[WHAT THIS TASK INVOLVES] Copy out the listing below so that each line matches exactly.

===== AVAILABLE DATA =====

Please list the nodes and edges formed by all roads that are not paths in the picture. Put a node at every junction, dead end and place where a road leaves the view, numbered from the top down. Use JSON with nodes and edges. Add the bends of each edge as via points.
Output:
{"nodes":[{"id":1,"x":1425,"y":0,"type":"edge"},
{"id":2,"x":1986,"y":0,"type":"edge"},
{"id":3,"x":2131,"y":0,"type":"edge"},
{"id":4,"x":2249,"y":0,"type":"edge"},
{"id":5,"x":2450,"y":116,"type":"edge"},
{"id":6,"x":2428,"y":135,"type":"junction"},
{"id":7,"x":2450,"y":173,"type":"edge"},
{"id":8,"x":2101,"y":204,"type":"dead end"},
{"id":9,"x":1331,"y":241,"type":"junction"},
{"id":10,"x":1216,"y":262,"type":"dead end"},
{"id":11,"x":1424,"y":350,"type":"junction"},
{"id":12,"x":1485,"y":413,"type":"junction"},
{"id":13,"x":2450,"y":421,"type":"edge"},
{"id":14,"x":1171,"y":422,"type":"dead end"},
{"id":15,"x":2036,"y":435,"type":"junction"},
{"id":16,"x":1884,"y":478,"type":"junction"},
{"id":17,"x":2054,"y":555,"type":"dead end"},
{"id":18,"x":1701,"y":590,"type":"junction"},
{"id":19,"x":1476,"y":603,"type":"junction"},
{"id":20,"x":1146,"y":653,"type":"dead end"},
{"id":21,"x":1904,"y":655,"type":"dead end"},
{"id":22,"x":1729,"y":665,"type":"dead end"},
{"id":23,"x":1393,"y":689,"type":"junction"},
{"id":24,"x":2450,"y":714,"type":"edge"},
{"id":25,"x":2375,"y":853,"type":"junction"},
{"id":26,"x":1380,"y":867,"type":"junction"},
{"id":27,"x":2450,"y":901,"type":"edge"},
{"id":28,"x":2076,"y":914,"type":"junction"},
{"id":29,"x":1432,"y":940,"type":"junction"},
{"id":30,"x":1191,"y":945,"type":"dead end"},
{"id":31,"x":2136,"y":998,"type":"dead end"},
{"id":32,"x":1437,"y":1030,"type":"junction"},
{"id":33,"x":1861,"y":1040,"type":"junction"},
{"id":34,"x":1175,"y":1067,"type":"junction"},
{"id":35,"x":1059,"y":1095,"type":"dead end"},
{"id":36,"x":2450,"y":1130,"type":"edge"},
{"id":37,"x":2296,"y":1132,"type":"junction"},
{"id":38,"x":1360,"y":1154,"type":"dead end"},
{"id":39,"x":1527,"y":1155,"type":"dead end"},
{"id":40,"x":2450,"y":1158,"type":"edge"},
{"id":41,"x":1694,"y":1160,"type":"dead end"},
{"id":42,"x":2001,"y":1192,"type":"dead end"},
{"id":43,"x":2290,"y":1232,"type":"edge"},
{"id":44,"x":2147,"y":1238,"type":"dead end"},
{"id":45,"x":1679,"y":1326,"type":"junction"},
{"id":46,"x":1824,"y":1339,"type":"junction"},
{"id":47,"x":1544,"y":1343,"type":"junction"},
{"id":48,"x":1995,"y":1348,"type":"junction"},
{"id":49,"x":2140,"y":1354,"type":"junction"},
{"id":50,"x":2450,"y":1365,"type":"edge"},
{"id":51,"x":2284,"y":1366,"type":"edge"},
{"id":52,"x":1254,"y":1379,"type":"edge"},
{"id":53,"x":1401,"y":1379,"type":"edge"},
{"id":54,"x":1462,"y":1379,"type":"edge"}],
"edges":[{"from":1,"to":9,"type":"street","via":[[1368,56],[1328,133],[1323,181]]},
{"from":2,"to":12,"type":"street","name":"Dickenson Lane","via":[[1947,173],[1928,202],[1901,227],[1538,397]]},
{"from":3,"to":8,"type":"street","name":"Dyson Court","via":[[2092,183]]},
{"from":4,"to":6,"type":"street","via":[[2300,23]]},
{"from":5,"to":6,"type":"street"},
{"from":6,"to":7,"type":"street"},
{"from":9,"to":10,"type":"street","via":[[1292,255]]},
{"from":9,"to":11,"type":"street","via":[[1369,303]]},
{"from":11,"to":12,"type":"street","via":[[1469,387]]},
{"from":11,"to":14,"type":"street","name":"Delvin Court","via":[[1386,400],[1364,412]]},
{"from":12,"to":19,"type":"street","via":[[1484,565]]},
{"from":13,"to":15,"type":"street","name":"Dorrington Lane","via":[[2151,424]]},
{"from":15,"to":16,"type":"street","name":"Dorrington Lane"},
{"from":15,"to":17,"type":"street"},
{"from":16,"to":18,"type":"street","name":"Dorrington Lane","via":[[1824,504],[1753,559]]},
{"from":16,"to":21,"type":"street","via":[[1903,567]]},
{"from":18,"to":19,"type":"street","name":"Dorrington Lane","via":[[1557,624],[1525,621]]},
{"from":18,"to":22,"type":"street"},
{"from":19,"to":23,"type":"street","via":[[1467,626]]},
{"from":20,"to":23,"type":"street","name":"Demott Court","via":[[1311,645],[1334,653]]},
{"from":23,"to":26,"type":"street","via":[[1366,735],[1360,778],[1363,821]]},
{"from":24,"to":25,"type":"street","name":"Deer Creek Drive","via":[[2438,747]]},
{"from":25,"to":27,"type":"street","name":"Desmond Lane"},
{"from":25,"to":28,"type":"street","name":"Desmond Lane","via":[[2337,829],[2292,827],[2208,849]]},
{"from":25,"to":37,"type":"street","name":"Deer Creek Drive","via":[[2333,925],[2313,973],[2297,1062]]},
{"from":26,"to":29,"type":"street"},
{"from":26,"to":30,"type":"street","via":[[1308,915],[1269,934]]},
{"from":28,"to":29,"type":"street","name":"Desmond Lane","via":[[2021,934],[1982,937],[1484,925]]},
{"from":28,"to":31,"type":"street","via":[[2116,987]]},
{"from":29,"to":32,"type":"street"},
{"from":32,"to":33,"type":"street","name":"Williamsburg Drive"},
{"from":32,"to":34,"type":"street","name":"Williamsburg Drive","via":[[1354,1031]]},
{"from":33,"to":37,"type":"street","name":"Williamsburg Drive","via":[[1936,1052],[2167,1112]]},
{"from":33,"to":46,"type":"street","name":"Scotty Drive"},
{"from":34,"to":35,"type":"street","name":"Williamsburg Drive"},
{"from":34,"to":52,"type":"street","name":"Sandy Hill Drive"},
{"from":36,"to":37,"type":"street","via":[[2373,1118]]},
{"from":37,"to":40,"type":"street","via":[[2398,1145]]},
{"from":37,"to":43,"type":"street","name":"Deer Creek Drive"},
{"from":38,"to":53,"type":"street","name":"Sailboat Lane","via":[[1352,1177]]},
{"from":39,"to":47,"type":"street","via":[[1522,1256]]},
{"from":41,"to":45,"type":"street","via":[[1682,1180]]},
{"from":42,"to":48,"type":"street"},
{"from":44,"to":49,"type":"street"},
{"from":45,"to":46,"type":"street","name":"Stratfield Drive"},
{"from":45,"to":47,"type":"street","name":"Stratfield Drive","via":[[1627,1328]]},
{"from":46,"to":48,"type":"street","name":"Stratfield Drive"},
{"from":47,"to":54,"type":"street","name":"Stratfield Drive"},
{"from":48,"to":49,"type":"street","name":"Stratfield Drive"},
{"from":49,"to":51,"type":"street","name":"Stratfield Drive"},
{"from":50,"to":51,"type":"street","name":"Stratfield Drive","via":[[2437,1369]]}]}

=====

[ANSWER TO THIS EXERCISE]
Please list the nodes and edges formed by all roads that are not paths in the picture. Put a node at every junction, dead end and place where a road leaves the view, numbered from the top down. Use JSON with nodes and edges. Add the bends of each edge as via points.
Output:
{"nodes":[{"id":1,"x":1425,"y":0,"type":"edge"},
{"id":2,"x":1986,"y":0,"type":"edge"},
{"id":3,"x":2131,"y":0,"type":"edge"},
{"id":4,"x":2249,"y":0,"type":"edge"},
{"id":5,"x":2450,"y":116,"type":"edge"},
{"id":6,"x":2428,"y":135,"type":"junction"},
{"id":7,"x":2450,"y":173,"type":"edge"},
{"id":8,"x":2101,"y":204,"type":"dead end"},
{"id":9,"x":1331,"y":241,"type":"junction"},
{"id":10,"x":1216,"y":262,"type":"dead end"},
{"id":11,"x":1424,"y":350,"type":"junction"},
{"id":12,"x":1485,"y":413,"type":"junction"},
{"id":13,"x":2450,"y":421,"type":"edge"},
{"id":14,"x":1171,"y":422,"type":"dead end"},
{"id":15,"x":2036,"y":435,"type":"junction"},
{"id":16,"x":1884,"y":478,"type":"junction"},
{"id":17,"x":2054,"y":555,"type":"dead end"},
{"id":18,"x":1701,"y":590,"type":"junction"},
{"id":19,"x":1476,"y":603,"type":"junction"},
{"id":20,"x":1146,"y":653,"type":"dead end"},
{"id":21,"x":1904,"y":655,"type":"dead end"},
{"id":22,"x":1729,"y":665,"type":"dead end"},
{"id":23,"x":1393,"y":689,"type":"junction"},
{"id":24,"x":2450,"y":714,"type":"edge"},
{"id":25,"x":2375,"y":853,"type":"junction"},
{"id":26,"x":1380,"y":867,"type":"junction"},
{"id":27,"x":2450,"y":901,"type":"edge"},
{"id":28,"x":2076,"y":914,"type":"junction"},
{"id":29,"x":1432,"y":940,"type":"junction"},
{"id":30,"x":1191,"y":945,"type":"dead end"},
{"id":31,"x":2136,"y":998,"type":"dead end"},
{"id":32,"x":1437,"y":1030,"type":"junction"},
{"id":33,"x":1861,"y":1040,"type":"junction"},
{"id":34,"x":1175,"y":1067,"type":"junction"},
{"id":35,"x":1059,"y":1095,"type":"dead end"},
{"id":36,"x":2450,"y":1130,"type":"edge"},
{"id":37,"x":2296,"y":1132,"type":"junction"},
{"id":38,"x":1360,"y":1154,"type":"dead end"},
{"id":39,"x":1527,"y":1155,"type":"dead end"},
{"id":40,"x":2450,"y":1158,"type":"edge"},
{"id":41,"x":1694,"y":1160,"type":"dead end"},
{"id":42,"x":2001,"y":1192,"type":"dead end"},
{"id":43,"x":2290,"y":1232,"type":"edge"},
{"id":44,"x":2147,"y":1238,"type":"dead end"},
{"id":45,"x":1679,"y":1326,"type":"junction"},
{"id":46,"x":1824,"y":1339,"type":"junction"},
{"id":47,"x":1544,"y":1343,"type":"junction"},
{"id":48,"x":1995,"y":1348,"type":"junction"},
{"id":49,"x":2140,"y":1354,"type":"junction"},
{"id":50,"x":2450,"y":1365,"type":"edge"},
{"id":51,"x":2284,"y":1366,"type":"edge"},
{"id":52,"x":1254,"y":1379,"type":"edge"},
{"id":53,"x":1401,"y":1379,"type":"edge"},
{"id":54,"x":1462,"y":1379,"type":"edge"}],
"edges":[{"from":1,"to":9,"type":"street","via":[[1368,56],[1328,133],[1323,181]]},
{"from":2,"to":12,"type":"street","name":"Dickenson Lane","via":[[1947,173],[1928,202],[1901,227],[1538,397]]},
{"from":3,"to":8,"type":"street","name":"Dyson Court","via":[[2092,183]]},
{"from":4,"to":6,"type":"street","via":[[2300,23]]},
{"from":5,"to":6,"type":"street"},
{"from":6,"to":7,"type":"street"},
{"from":9,"to":10,"type":"street","via":[[1292,255]]},
{"from":9,"to":11,"type":"street","via":[[1369,303]]},
{"from":11,"to":12,"type":"street","via":[[1469,387]]},
{"from":11,"to":14,"type":"street","name":"Delvin Court","via":[[1386,400],[1364,412]]},
{"from":12,"to":19,"type":"street","via":[[1484,565]]},
{"from":13,"to":15,"type":"street","name":"Dorrington Lane","via":[[2151,424]]},
{"from":15,"to":16,"type":"street","name":"Dorrington Lane"},
{"from":15,"to":17,"type":"street"},
{"from":16,"to":18,"type":"street","name":"Dorrington Lane","via":[[1824,504],[1753,559]]},
{"from":16,"to":21,"type":"street","via":[[1903,567]]},
{"from":18,"to":19,"type":"street","name":"Dorrington Lane","via":[[1557,624],[1525,621]]},
{"from":18,"to":22,"type":"street"},
{"from":19,"to":23,"type":"street","via":[[1467,626]]},
{"from":20,"to":23,"type":"street","name":"Demott Court","via":[[1311,645],[1334,653]]},
{"from":23,"to":26,"type":"street","via":[[1366,735],[1360,778],[1363,821]]},
{"from":24,"to":25,"type":"street","name":"Deer Creek Drive","via":[[2438,747]]},
{"from":25,"to":27,"type":"street","name":"Desmond Lane"},
{"from":25,"to":28,"type":"street","name":"Desmond Lane","via":[[2337,829],[2292,827],[2208,849]]},
{"from":25,"to":37,"type":"street","name":"Deer Creek Drive","via":[[2333,925],[2313,973],[2297,1062]]},
{"from":26,"to":29,"type":"street"},
{"from":26,"to":30,"type":"street","via":[[1308,915],[1269,934]]},
{"from":28,"to":29,"type":"street","name":"Desmond Lane","via":[[2021,934],[1982,937],[1484,925]]},
{"from":28,"to":31,"type":"street","via":[[2116,987]]},
{"from":29,"to":32,"type":"street"},
{"from":32,"to":33,"type":"street","name":"Williamsburg Drive"},
{"from":32,"to":34,"type":"street","name":"Williamsburg Drive","via":[[1354,1031]]},
{"from":33,"to":37,"type":"street","name":"Williamsburg Drive","via":[[1936,1052],[2167,1112]]},
{"from":33,"to":46,"type":"street","name":"Scotty Drive"},
{"from":34,"to":35,"type":"street","name":"Williamsburg Drive"},
{"from":34,"to":52,"type":"street","name":"Sandy Hill Drive"},
{"from":36,"to":37,"type":"street","via":[[2373,1118]]},
{"from":37,"to":40,"type":"street","via":[[2398,1145]]},
{"from":37,"to":43,"type":"street","name":"Deer Creek Drive"},
{"from":38,"to":53,"type":"street","name":"Sailboat Lane","via":[[1352,1177]]},
{"from":39,"to":47,"type":"street","via":[[1522,1256]]},
{"from":41,"to":45,"type":"street","via":[[1682,1180]]},
{"from":42,"to":48,"type":"street"},
{"from":44,"to":49,"type":"street"},
{"from":45,"to":46,"type":"street","name":"Stratfield Drive"},
{"from":45,"to":47,"type":"street","name":"Stratfield Drive","via":[[1627,1328]]},
{"from":46,"to":48,"type":"street","name":"Stratfield Drive"},
{"from":47,"to":54,"type":"street","name":"Stratfield Drive"},
{"from":48,"to":49,"type":"street","name":"Stratfield Drive"},
{"from":49,"to":51,"type":"street","name":"Stratfield Drive"},
{"from":50,"to":51,"type":"street","name":"Stratfield Drive","via":[[2437,1369]]}]}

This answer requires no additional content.